Editing the Boot.ini File
This topic describes the boot options supported in Windows XP and Windows Server 2003. If you are changing boot options for modern versions of Windows, see Boot Options in Windows Vista and Later.
Prior to Windows Vista, BIOS-based computers running Windows store boot options in a Boot.ini text file. You can edit Boot.ini using Bootcfg (
bootcfg.exe), a tool included in Windows XP and Windows Server 2003, or using a text editor such as Notepad. Bootcfg is documented in Windows Help and Support. You can also view and change some boot options in Control Panel under System. In the System Properties dialog box, on the Advanced tab, click Settings under Startup and Recovery. Because this functionality is limited, it is not discussed in this section. For information about the Startup and Recovery dialog box, see Help and Support Center.
Bootcfg is a command-line tool that can edit boot options on local and remote computers. Using the same Bootcfg commands and procedures, you can edit Boot.ini, as well as the boot options in Extensible Firmware Interface Non-Volatile Random Access Memory (EFI NVRAM). Bootcfg is included in the
%Systemroot%\\System32 directory in Windows XP and Windows Server 2003. (The Bootcfg display is slightly different on systems that store boot options in EFI NVRAM, but the commands are the same.)

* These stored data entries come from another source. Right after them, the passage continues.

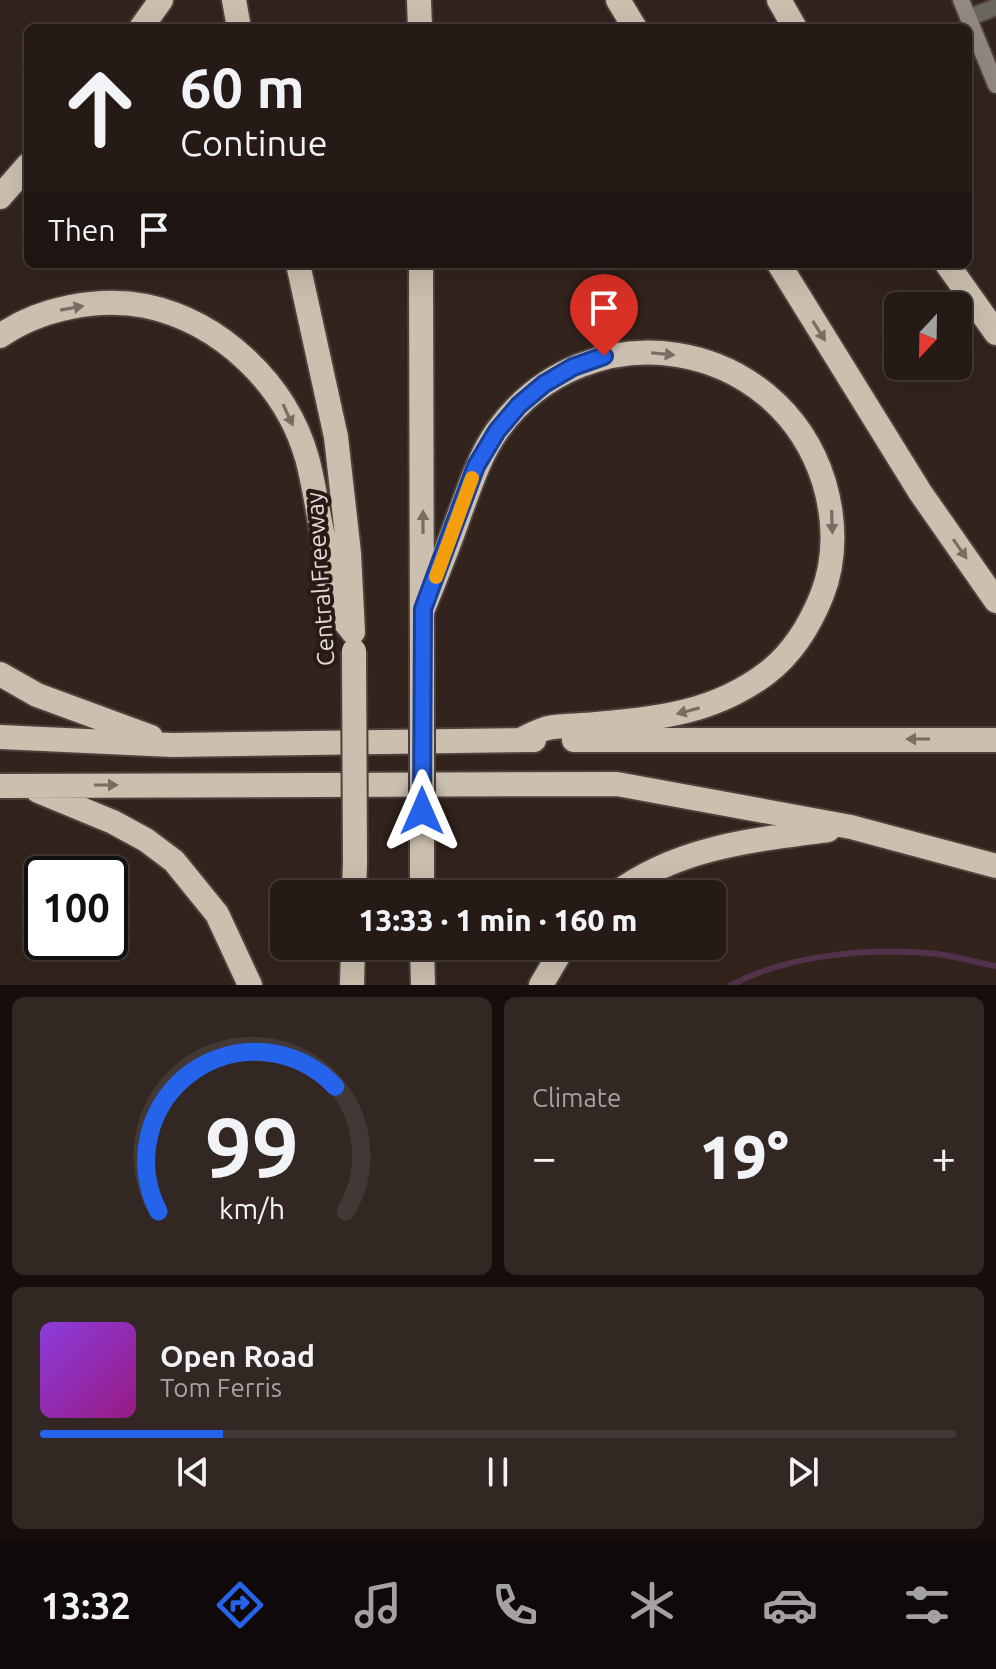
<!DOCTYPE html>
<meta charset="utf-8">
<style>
:root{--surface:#261a16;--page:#322723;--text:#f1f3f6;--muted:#a4a1a1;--line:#423835;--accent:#2563eb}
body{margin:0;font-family:Ubuntu,sans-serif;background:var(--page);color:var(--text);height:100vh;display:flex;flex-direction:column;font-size:30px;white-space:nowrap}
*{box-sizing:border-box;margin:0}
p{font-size:26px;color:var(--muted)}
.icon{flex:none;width:44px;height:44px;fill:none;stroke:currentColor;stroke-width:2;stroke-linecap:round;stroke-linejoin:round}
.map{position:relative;height:985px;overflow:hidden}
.panel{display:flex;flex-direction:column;gap:12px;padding:12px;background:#150e0c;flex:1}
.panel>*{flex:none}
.hud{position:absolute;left:24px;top:24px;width:948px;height:244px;border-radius:12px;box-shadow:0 8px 32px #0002,0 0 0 2px var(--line);background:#261a16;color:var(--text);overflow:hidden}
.needle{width:52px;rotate:202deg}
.controls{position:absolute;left:884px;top:292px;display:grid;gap:16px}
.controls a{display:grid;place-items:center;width:88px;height:88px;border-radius:12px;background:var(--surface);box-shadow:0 8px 32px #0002,0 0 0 2px var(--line);font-size:40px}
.speed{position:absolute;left:24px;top:856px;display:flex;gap:16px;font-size:40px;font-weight:700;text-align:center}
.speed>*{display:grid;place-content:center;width:104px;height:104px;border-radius:50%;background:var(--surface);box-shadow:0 8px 32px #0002,0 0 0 2px var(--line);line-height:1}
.speed .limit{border:4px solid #111;border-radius:12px;background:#fff;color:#111}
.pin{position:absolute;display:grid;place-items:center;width:68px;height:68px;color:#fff;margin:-82px -34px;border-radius:50% 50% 50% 0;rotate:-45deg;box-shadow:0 0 8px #0007}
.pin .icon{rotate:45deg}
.me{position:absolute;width:88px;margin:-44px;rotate:0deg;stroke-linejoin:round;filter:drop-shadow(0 0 6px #0008)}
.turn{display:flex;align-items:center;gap:28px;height:168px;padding:0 24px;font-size:36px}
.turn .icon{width:104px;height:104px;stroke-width:2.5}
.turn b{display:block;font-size:56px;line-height:68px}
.then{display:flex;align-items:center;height:76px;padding:0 24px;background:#0003;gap:16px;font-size:30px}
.big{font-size:60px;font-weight:800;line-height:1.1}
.panel .card{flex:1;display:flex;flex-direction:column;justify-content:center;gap:12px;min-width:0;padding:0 28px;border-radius:12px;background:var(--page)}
.panel .dial{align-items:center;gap:0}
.dial svg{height:208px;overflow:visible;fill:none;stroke:var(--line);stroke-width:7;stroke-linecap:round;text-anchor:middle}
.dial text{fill:var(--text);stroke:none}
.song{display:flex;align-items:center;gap:24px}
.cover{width:96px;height:96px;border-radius:12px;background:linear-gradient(135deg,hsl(270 70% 55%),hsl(310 70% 35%))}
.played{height:8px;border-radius:4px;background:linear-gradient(90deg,var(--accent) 20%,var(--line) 20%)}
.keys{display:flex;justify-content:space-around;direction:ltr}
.heat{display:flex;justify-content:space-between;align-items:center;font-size:44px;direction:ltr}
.panel .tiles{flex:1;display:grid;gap:12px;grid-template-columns:1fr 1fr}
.card:last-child{grid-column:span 2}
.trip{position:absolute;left:270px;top:880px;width:456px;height:80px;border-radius:12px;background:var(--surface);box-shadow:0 8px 32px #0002,0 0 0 2px var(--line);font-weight:800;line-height:80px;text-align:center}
.tab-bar{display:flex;height:128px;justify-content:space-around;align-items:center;background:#0f0a09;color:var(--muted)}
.tab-bar .icon{width:56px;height:56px}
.tab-bar .on{color:var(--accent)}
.tab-bar b{font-size:36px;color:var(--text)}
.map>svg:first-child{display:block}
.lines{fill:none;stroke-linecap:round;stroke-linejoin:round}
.stream{stroke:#53314b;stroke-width:6}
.street-casing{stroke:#4e403b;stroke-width:20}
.secondary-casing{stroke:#4e403b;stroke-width:20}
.highway-casing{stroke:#4e403b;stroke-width:28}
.street{stroke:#6b6760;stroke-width:16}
.secondary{stroke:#928a80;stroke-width:16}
.highway{stroke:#cbbfaf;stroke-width:24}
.highway-bridge-casing{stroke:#4e403b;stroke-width:28;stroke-linecap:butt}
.highway-bridge{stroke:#cbbfaf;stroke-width:24}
.oneway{fill:#7a6c62}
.route-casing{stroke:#184099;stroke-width:20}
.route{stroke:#2563eb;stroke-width:14}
.slow{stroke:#f59e0b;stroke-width:14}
.labels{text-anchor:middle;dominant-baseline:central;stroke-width:8;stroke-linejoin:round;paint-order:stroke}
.street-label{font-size:24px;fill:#e4dad6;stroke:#281a14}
</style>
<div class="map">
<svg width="996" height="985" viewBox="0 0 996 985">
<rect width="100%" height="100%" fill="#32231d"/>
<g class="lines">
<path class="stream" d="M 731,985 C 788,955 866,948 929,953 C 952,955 974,962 996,966"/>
<g class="street-casing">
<path id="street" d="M 968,18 L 996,7"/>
</g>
<g class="secondary-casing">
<path id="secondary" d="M 961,0 L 996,85"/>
</g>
<g class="highway-casing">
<path id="highway" d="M 234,0 L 239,28
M 419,0 L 420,28
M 618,0 L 635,28
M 779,0 L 795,28
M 141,28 L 161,0
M 0,197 L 28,165
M 298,264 L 336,437 L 349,553 L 353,632
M 421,264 L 422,656
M 779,264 L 920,492 L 996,601
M 947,264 L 996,333
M 0,336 C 40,308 98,297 146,306 C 221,322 286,384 307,458 C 314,483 317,510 323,536 C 327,557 328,588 335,608 C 339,616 348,625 353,632
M 423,609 C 436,577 449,545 460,513 C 471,484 479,457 497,431 C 587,306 778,336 824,482 C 835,519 836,559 822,595 C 810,625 793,653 767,673 C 714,713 660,718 596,724 C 580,726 563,725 548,728 C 539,730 529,736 520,740
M 0,674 L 37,695 L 151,737
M 0,737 L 172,745 L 534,740
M 574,740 L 996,740
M 0,786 L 617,784 L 851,827 L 996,866
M 38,791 L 113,822 L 146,840 L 174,861 L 217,914 L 250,985
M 422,873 L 422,894
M 354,894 L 355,862
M 615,894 C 678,847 753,840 828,830
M 422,946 L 423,985
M 352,985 L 353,946
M 541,985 L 564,946"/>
</g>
<use href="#street" class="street"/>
<use href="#secondary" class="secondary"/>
<use href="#highway" class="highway"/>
<g class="highway-bridge-casing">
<path id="highway-bridge" d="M 354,651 L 355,862
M 422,873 L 422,656"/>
</g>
<use href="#highway-bridge" class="highway-bridge"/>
</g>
<defs><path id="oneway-solid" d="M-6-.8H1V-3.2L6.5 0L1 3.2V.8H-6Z" transform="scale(2)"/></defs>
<g class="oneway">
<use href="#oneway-solid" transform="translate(72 308) rotate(-10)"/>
<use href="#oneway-solid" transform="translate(819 331) rotate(58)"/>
<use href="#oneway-solid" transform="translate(663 354) rotate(6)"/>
<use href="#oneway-solid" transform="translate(288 415) rotate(65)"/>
<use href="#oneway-solid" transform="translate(423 522) rotate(-90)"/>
<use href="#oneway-solid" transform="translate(832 522) rotate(88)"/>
<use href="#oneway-solid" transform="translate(960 549) rotate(55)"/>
<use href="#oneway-solid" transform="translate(688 711) rotate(165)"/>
<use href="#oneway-solid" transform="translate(918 739) rotate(-180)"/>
<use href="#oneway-solid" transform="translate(106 785)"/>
</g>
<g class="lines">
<g class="route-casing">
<path id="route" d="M 422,811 L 423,609 L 476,466 L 497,431 L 519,405 L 544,384 L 573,367 L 604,356"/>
</g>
<use href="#route" class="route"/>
<path class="slow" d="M 436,577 L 472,478"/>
</g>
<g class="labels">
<g class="street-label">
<text transform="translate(320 579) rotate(-94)">Central Freeway</text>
</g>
</g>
</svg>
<div class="controls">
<a><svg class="needle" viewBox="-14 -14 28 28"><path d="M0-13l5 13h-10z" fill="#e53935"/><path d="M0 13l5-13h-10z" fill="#a4a1a1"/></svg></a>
</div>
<div class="speed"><div class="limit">100</div></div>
<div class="pin" style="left:604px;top:356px;background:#d93025"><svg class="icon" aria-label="arrive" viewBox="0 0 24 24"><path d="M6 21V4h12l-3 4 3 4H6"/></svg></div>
<svg class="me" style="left:422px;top:811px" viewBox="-20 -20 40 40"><path d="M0-17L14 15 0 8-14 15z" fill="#2563eb" stroke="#fff" stroke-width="4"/></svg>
<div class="trip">13:33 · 1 min · 160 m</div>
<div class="hud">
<div class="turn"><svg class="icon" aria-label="ahead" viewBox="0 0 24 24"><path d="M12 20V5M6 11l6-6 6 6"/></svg><div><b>60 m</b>Continue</div></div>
<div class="then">Then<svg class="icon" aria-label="arrive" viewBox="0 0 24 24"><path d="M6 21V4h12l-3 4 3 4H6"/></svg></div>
</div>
</div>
<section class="panel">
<div class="tiles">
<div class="card dial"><svg viewBox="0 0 100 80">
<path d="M14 69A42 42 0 1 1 86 69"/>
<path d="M14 69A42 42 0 0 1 82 21" stroke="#2563eb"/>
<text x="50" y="56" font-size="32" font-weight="700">99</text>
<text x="50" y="72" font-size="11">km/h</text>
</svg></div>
<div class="card"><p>Climate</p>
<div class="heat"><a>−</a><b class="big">19°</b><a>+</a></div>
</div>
<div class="card">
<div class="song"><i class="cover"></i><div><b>Open Road</b><p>Tom Ferris</p></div></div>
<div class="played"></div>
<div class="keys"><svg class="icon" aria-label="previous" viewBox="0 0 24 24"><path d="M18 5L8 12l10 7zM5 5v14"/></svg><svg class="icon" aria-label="pause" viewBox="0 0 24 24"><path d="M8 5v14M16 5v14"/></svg><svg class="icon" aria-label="next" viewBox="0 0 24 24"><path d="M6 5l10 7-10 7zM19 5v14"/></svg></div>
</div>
</div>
</section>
<nav class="tab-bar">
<b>13:32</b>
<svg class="icon on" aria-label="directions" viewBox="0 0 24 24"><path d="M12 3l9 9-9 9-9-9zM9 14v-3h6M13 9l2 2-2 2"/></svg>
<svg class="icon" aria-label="music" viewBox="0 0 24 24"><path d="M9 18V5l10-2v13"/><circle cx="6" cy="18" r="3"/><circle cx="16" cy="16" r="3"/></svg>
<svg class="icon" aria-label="phone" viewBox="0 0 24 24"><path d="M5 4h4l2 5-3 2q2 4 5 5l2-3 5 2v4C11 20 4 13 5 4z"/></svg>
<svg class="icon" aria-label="climate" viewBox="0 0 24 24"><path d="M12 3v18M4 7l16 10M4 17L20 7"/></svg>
<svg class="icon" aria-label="car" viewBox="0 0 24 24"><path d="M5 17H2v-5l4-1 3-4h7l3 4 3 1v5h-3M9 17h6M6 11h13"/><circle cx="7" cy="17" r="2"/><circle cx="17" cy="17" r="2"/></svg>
<svg class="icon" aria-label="filters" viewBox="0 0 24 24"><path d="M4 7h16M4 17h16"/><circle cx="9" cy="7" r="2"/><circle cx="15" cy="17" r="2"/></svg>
</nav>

You can use Bootcfg to add, delete, and change all boot entry parameters and boot options; however, you cannot use it to set an indefinite boot time-out value. You can also use Bootcfg commands in a script or batch file to set boot options or to reset them after you replace or upgrade an operating system.

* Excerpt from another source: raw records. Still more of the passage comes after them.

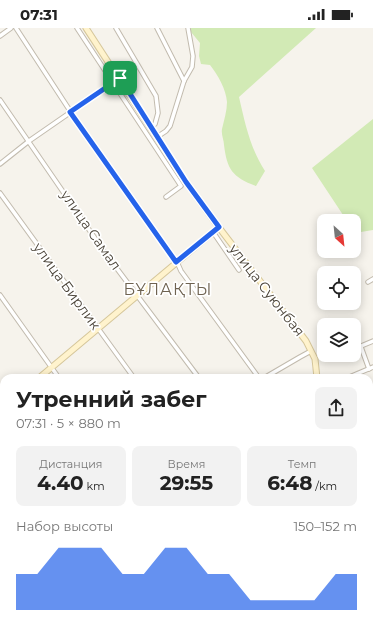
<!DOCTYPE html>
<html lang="ru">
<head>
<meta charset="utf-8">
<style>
	:root { --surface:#fff; --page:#f2f2f2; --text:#222; --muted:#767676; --accent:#2563eb }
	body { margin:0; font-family:Montserrat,sans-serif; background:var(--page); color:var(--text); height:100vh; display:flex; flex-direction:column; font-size:15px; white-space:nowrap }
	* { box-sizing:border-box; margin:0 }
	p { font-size:13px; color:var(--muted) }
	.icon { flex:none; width:22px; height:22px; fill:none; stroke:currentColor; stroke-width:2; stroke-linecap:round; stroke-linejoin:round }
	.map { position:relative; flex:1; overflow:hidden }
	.panel { position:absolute; left:0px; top:346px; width:373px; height:256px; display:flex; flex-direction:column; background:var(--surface); border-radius:12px 12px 0 0; box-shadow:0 2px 10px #0003 }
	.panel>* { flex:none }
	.needle { width:26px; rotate:153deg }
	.buttons { position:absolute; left:317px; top:186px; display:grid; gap:8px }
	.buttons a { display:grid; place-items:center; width:44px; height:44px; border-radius:8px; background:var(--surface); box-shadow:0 2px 10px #0003; font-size:20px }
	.pin { position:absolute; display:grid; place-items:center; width:34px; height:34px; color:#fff; margin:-17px; border-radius:8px; box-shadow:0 2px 6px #0006 }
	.round { display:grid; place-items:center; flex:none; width:42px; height:42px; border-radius:8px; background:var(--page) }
	.overview { display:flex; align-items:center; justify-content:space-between; height:68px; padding:0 16px }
	h1 { font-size:22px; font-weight:700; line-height:30px }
	.metrics { display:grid; grid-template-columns:repeat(3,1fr); gap:6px; height:68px; padding:4px 16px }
	.metrics div { display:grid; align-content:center; border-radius:8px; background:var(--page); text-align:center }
	.metrics b { font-size:20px; font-weight:700 }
	.metrics small { font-size:11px; font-weight:400 }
	.metrics p { font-size:11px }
	.chart { height:112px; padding:8px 16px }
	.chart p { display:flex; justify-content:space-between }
	.chart svg { width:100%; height:72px; margin-top:4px; fill:var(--accent); opacity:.7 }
	.status { display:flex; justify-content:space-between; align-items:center; height:28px; padding:0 20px; background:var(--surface); direction:ltr }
	.status svg { height:11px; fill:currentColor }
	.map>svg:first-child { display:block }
	.green { fill:#d2eab5 }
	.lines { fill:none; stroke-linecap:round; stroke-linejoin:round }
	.street-casing { stroke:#c2bbae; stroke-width:5.5 }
	.secondary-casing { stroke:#d6c79b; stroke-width:7 }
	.street { stroke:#fff; stroke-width:3.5 }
	.secondary { stroke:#fff3cd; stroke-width:5 }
	.route-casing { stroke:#fff; stroke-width:8 }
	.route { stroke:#2563eb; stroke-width:5 }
	.labels { text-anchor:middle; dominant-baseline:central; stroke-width:3.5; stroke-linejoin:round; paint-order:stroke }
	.street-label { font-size:14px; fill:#4b4439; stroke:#fff }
	.quarter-label { font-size:16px; letter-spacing:1px; fill:#6e6250; stroke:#fff }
</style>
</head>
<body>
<div class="status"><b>07:31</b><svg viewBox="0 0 49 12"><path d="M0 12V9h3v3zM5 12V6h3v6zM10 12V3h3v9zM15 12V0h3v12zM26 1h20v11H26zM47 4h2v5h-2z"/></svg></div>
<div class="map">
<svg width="373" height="602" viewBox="0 0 373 602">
	<rect width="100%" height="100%" fill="#f6f3ec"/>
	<!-- green -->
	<g class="green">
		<path d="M191,0H316L239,69C245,95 250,120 265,143L256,158C232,149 227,141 224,117C224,112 221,107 222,101C224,92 227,83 227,74C226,61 218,47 210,37L201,36L199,28L200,15L191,4Z"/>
		<polygon points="373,91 373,202 355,205 354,193 347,193 312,140"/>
		<polygon points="0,536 4,541 3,560 0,556"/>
		<polygon points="4,572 4,598 73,598 75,602 0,602 0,575"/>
	</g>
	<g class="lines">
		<defs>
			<g id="street">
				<polyline points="16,0 93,118 177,234 181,243 259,350"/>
				<polyline points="77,0 181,158 166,169"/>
				<polyline points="116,0 156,68 158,85 155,96 151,99"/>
				<polyline points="157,0 184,53"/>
				<polyline points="0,8 11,0"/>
				<polyline points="0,72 103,222 199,350"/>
				<polyline points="157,109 166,103 170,98 184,53 192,39 193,28 188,0"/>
				<polyline points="0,136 29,113 120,50"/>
				<polyline points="0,165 134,350"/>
				<polyline points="213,204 239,242"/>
				<polyline points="368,254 373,251"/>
				<polyline points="0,267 59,350"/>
				<polyline points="361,319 369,341"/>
				<polyline points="354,321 373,313"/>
				<polyline points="264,350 300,329 311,323"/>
				<polyline points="347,350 373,339"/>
				<polyline points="0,361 4,366"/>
				<polyline points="369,412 373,410"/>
				<polyline points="369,440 370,440"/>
				<polyline points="0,463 4,469"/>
				<polyline points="369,475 373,473"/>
				<polyline points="92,598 95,602"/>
				<polyline points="290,598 292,602"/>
			</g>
			<g id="secondary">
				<polyline points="86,0 186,154 214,193 306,313 315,331 317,350"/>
				<polyline points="39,350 219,199"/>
				<polyline points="0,422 4,419"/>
				<polyline points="369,549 373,554"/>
			</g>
		</defs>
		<!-- street casing -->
		<use href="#street" class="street-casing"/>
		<!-- secondary casing -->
		<use href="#secondary" class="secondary-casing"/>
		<!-- street -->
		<use href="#street" class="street"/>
		<!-- secondary -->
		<use href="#secondary" class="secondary"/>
	</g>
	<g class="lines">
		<defs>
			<polygon id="route" points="120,50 186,154 219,199 176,234 70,84"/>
		</defs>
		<!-- route casing -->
		<use href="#route" class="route-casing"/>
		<!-- route -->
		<use href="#route" class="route"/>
	</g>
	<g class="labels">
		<!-- street labels -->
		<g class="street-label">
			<text transform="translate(91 202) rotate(55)">улица Самал</text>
			<text transform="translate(67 258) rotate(54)">улица Бирлик</text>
			<text transform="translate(267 262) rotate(52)">улица Суюнбая</text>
		</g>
		<!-- quarter labels -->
		<g class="quarter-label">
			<text x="168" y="261">БҰЛАҚТЫ</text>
		</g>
	</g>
</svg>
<div class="buttons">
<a><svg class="needle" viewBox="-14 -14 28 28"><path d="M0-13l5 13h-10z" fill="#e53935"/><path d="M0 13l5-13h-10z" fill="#767676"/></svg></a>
<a><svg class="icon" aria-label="locate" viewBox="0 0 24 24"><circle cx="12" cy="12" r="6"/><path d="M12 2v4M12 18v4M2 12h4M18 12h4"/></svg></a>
<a><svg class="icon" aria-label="layers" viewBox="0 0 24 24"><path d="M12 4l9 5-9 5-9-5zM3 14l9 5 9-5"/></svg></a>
</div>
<div class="pin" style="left:120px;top:50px;background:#1e9e55"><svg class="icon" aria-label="arrive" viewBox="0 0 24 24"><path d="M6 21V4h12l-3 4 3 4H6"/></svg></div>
<section class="panel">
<div class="overview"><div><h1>Утренний забег</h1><p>07:31 · 5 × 880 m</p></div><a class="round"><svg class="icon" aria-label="share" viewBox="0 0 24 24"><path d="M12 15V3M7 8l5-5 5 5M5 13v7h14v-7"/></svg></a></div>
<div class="metrics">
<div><p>Дистанция</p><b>4.40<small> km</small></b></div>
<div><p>Время</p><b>29:55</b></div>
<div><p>Темп</p><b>6:48<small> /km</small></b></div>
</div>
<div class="chart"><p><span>Набор высоты</span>150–152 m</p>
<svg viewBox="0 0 160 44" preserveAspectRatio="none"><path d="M0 44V22L10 22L20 6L30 6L40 6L50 22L60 22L70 6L80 6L90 22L100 22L110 38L120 38L130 38L140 38L150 22L160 22V44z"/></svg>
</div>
</section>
</div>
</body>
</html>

Unlike manual editing, Bootcfg edits boot options without changing the protective attributes on Boot.ini. It also helps you avoid typing errors that might prevent the operating system from starting.
You must be a member of the Administrators group on the computer to use Bootcfg. For detailed instructions about using Bootcfg, see Help and Support Center.
Editing in Notepad
You can use a text editor, such as Notepad, to edit Boot.ini. However, because this method is prone to error, use it only when Bootcfg is not available.
Before editing Boot.ini, you must remove the file attributes that Windows uses to protect the file from inadvertent changes. When Boot.ini is on an NTFS volume, you must be a member of the Administrators group on the computer to change its attributes.
Use the following procedure to prepare Boot.ini for manual editing. This procedure removes the system, hidden, and read-only attributes of the file.
To configure Boot.ini attributes for editing
Open Windows Command Prompt.
Navigate to the root of the system volume.
Type the following text at the command line:
attrib -s -h -r Boot.ini
System, hidden, and read-only attributes are removed from the file.
Open the file in Notepad for editing. Since you are in Windows Command Prompt, the following command should do the trick quickly:
When your editing is complete, you can restore the file attributes to protect Boot.ini. However, Ntldr can use Boot.ini with any attribute set. To restore attributes, type the following in Windows Command Prompt:
attrib +s +h +r Boot.ini
This restores the attributes that protect the Boot.ini file.